Празднование было пышное, видные представители общественности публично славили великую артистку, сидевшую в кресле на заставленной цветами сцене. Позади стояла ее внучка (наша приятельница Люля) и время от времени давала ей что-то нюхать из маленького флакончика. Федотова склоняла голову перед стоя приветствующей ее публикой, принимала красивые, дорогие подарки и, чудилось мне, углубленно думала о чем-то своем. Самым впечатляющим было ее собственное выступление. Не вставая с давно приковавшего ее кресла, Федотова сыграла сцену из пьесы Островского «Дмитрий Самозванец и Василий Шуйский». В ней царицу Марфу, мать убитого в Угличе Дмитрия, привозят в лагерь к Самозванцу и требуют признать в нем своего сына.

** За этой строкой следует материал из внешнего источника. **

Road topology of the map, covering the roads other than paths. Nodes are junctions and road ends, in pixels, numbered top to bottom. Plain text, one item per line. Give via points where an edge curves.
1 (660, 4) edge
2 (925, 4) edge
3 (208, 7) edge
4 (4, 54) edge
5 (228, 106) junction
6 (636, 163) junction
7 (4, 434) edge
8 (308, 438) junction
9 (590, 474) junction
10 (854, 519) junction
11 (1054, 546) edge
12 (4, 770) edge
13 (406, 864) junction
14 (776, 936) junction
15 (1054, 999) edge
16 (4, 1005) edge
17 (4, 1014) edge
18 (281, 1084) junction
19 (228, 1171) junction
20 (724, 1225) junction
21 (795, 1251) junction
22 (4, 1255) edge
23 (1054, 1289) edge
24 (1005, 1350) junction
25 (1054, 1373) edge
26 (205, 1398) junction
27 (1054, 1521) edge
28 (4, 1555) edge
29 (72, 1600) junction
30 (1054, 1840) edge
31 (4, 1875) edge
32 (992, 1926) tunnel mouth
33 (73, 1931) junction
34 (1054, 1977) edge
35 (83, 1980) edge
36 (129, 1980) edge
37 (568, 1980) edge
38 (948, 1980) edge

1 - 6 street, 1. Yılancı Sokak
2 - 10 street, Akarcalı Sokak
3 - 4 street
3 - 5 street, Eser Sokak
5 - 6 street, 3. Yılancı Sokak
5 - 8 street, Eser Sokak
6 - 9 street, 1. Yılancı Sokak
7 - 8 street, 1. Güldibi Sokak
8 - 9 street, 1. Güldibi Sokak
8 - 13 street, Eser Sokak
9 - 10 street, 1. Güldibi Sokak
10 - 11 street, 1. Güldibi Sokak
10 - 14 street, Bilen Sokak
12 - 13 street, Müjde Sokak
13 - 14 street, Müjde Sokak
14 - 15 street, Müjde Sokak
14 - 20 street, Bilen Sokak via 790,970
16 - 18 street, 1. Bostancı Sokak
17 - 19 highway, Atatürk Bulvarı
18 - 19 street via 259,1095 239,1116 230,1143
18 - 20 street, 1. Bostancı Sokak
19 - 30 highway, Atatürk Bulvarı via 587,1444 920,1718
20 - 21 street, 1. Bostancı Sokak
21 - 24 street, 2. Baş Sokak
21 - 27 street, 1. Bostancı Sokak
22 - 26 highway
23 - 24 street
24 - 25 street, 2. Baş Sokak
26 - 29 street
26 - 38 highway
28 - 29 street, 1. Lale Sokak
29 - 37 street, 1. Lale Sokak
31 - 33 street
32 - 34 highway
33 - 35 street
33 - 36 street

«Младый, цветущий юнош, князь Михайло Васильевич, зачем меня, старуху, ты вытащил из монастырской кельи?» — начала Федотова тихим, проникновенным голосом. Но в ответ на слова Басманова: «… сама ты бы должна навстречу сыну не ехать, а лететь» — она вздрогнула и руками судорожно вцепилась в кресло. «Навстречу сыну?» — громко раскатились по залу всего два слова, в которых выразила она и боль, и гнев, и любовь к сыну — настоящему, не этому. И потом после паузы, снова тихо, отрешенно: «Я в Угличе его похоронила, от слез моих там реки протекли…» Сказала не плача, не вызывая жалости к себе, а как бы глядя в свое давнее, привычное, наполнявшее каждый день долгих лет горе. Оно уже не лежит острием в сердце, когда нельзя пошевелиться, а то закричишь, — оно рассосалось и заполнило все существо человеческое, и ничего в жизни нет, кроме этого горя.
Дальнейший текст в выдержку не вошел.